Word for word, return the entries listed below.

━━━━━ Extracted entries ━━━━━

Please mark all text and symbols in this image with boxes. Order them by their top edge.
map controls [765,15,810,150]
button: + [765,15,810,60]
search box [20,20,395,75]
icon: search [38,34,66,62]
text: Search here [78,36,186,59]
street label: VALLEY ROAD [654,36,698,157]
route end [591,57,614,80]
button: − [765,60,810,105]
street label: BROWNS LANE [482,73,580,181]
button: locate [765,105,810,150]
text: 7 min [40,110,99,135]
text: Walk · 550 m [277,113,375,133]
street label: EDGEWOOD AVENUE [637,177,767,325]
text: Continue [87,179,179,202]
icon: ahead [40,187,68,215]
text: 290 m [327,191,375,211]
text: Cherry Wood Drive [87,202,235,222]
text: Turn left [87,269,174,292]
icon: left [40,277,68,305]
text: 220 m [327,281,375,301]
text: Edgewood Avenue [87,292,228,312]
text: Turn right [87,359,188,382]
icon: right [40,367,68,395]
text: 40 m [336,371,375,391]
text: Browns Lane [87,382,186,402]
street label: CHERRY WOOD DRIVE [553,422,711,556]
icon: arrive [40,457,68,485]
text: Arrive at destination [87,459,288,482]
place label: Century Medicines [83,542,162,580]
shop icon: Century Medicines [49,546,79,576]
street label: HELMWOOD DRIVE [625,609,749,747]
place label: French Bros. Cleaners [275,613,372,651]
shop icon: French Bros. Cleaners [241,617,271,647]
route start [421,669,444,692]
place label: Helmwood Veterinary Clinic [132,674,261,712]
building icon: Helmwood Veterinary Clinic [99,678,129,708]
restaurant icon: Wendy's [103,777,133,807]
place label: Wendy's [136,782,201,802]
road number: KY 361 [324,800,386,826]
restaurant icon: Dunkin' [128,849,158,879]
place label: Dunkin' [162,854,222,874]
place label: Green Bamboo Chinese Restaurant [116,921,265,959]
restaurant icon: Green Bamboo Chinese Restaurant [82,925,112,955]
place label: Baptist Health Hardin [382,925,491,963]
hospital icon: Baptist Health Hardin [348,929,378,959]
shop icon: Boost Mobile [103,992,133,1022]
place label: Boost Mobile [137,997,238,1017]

━━━━━

> [Your solution]
Please mark all text and symbols in this image with boxes. Order them by their top edge.
map controls [765,15,810,150]
button: + [765,15,810,60]
search box [20,20,395,75]
icon: search [38,34,66,62]
text: Search here [78,36,186,59]
street label: VALLEY ROAD [654,36,698,157]
route end [591,57,614,80]
button: − [765,60,810,105]
street label: BROWNS LANE [482,73,580,181]
button: locate [765,105,810,150]
text: 7 min [40,110,99,135]
text: Walk · 550 m [277,113,375,133]
street label: EDGEWOOD AVENUE [637,177,767,325]
text: Continue [87,179,179,202]
icon: ahead [40,187,68,215]
text: 290 m [327,191,375,211]
text: Cherry Wood Drive [87,202,235,222]
text: Turn left [87,269,174,292]
icon: left [40,277,68,305]
text: 220 m [327,281,375,301]
text: Edgewood Avenue [87,292,228,312]
text: Turn right [87,359,188,382]
icon: right [40,367,68,395]
text: 40 m [336,371,375,391]
text: Browns Lane [87,382,186,402]
street label: CHERRY WOOD DRIVE [553,422,711,556]
icon: arrive [40,457,68,485]
text: Arrive at destination [87,459,288,482]
place label: Century Medicines [83,542,162,580]
shop icon: Century Medicines [49,546,79,576]
street label: HELMWOOD DRIVE [625,609,749,747]
place label: French Bros. Cleaners [275,613,372,651]
shop icon: French Bros. Cleaners [241,617,271,647]
route start [421,669,444,692]
place label: Helmwood Veterinary Clinic [132,674,261,712]
building icon: Helmwood Veterinary Clinic [99,678,129,708]
restaurant icon: Wendy's [103,777,133,807]
place label: Wendy's [136,782,201,802]
road number: KY 361 [324,800,386,826]
restaurant icon: Dunkin' [128,849,158,879]
place label: Dunkin' [162,854,222,874]
place label: Green Bamboo Chinese Restaurant [116,921,265,959]
restaurant icon: Green Bamboo Chinese Restaurant [82,925,112,955]
place label: Baptist Health Hardin [382,925,491,963]
hospital icon: Baptist Health Hardin [348,929,378,959]
shop icon: Boost Mobile [103,992,133,1022]
place label: Boost Mobile [137,997,238,1017]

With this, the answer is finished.